Or: PhDeviation as a way of life
Almost a month ago, I posted here that I was going to try to start “VersatilePhD” meetup. I had no idea how positive the response would be! Almost as soon as I started organizing it, I realized that I wanted it to be bigger than a meetup. Not that there is anything at all wrong with the general model of a meetup–they serve great purposes in building community and sharing experiences about, well, shared experiences. But I realized that, especially in the age of the internet, there are tons of outlets where people with #altac, #nonac, and #postac experiences could share their stories. Of course, in person human contact is different, and I hope that this group will provide a lot of community building and support to those who come.

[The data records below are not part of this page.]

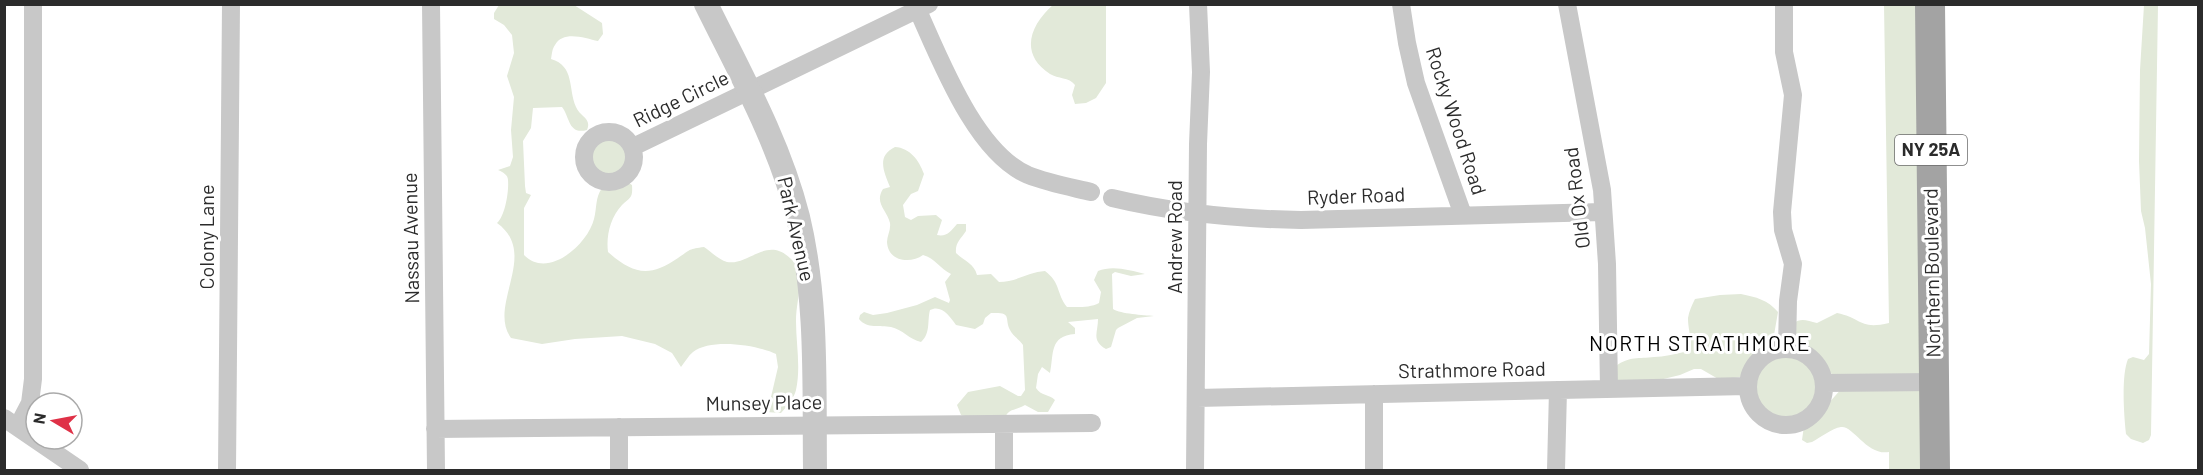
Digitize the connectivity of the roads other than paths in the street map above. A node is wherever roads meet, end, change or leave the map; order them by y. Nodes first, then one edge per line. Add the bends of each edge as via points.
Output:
1 (33, 4) edge
2 (231, 4) edge
3 (431, 4) edge
4 (706, 4) edge
5 (1198, 4) edge
6 (1401, 4) edge
7 (1568, 4) edge
8 (1784, 4) edge
9 (1929, 4) edge
10 (920, 6) edge
11 (748, 92) junction
12 (633, 147) dead end
13 (1091, 192) dead end
14 (1112, 198) dead end
15 (1603, 212) junction
16 (1198, 214) junction
17 (1463, 215) junction
18 (1787, 348) junction
19 (1934, 382) junction
20 (1824, 383) junction
21 (1747, 386) junction
22 (1609, 389) junction
23 (1558, 390) junction
24 (1374, 394) junction
25 (1197, 398) junction
26 (11, 422) edge
27 (1092, 423) dead end
28 (1004, 424) junction
29 (814, 426) junction
30 (619, 427) junction
31 (435, 429) junction
32 (1935, 470) edge
33 (80, 471) edge
34 (228, 471) edge
35 (436, 471) edge
36 (619, 471) edge
37 (815, 471) edge
38 (1004, 471) edge
39 (1195, 471) edge
40 (1374, 471) edge
41 (1556, 471) edge

1 - 26 street via 33,378 30,403
2 - 34 street, Colony Lane
3 - 31 street, Nassau Avenue
4 - 11 street, Park Avenue
5 - 16 street, Andrew Road
6 - 17 street, Rocky Wood Road via 1416,83
7 - 15 street, Old Ox Road via 1598,162
8 - 18 street via 1784,52 1793,95 1782,212 1793,264
9 - 19 main road, Northern Boulevard / NY 25A
10 - 11 street, Ridge Circle
10 - 13 street via 968,115 998,154 1027,175
11 - 12 street, Ridge Circle
11 - 29 street, Park Avenue via 784,173 806,254 813,331
14 - 16 street, Ryder Road
15 - 17 street, Ryder Road
15 - 22 street, Old Ox Road
16 - 17 street, Ryder Road via 1301,220
16 - 25 street, Andrew Road
18 - 20 street via 1808,355
18 - 21 street via 1764,355 1755,363
19 - 20 street
19 - 32 main road, Northern Boulevard / NY 25A
20 - 21 street via 1823,395 1810,417 1787,425 1763,418 1754,409
21 - 22 street, Strathmore Road
22 - 23 street, Strathmore Road
23 - 24 street, Strathmore Road
23 - 41 street
24 - 25 street, Strathmore Road
24 - 40 street
25 - 39 street, Andrew Road
26 - 33 street
27 - 28 street, Munsey Place
28 - 29 street, Munsey Place
28 - 38 street
29 - 30 street, Munsey Place
29 - 37 street, Park Avenue
30 - 31 street, Munsey Place
30 - 36 street
31 - 35 street, Nassau Avenue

But other ideas started brewing in me. As I gathered resources for the group, I saw as many great but unfulfilled ideas as I did great resources. I won’t talk about all of them here, but there is one I will, and full credit for the idea goes to Tobias Higbie, who blogs at Bughouse Square, but to the best of my knowledge, has only written about it here, in a comment to a blog post by Miriam Posner. (Apologies if he has written of it elsewhere! I’ll be happy to update with links!)
The idea: The “Alt-Ac Workers Center that combines advocacy, research and organizing.” I’ll let him use his own words:
Worker centers have become a vital new trend in the labor movement. Typically they develop in sectors that have little hope of unionizing in the traditional sense: day laborers, undocumented workers, restaurant workers, etc. Like some of these workers, Alt-Ac and cultural heritage workers generally have precarious employment situations. They might be highly contingent/part time, or if they are lucky enough to have a full time job, their pay and benefits are woefully inadequate because their employers are under-resourced. Meanwhile, they’ve acquired debt in order to gain their credentials. So even if their pay is technically high, their income to debt ratio is unsustainable and unhealthy. Of course, they have their status as highly educated white collar workers–but you can’t eat status.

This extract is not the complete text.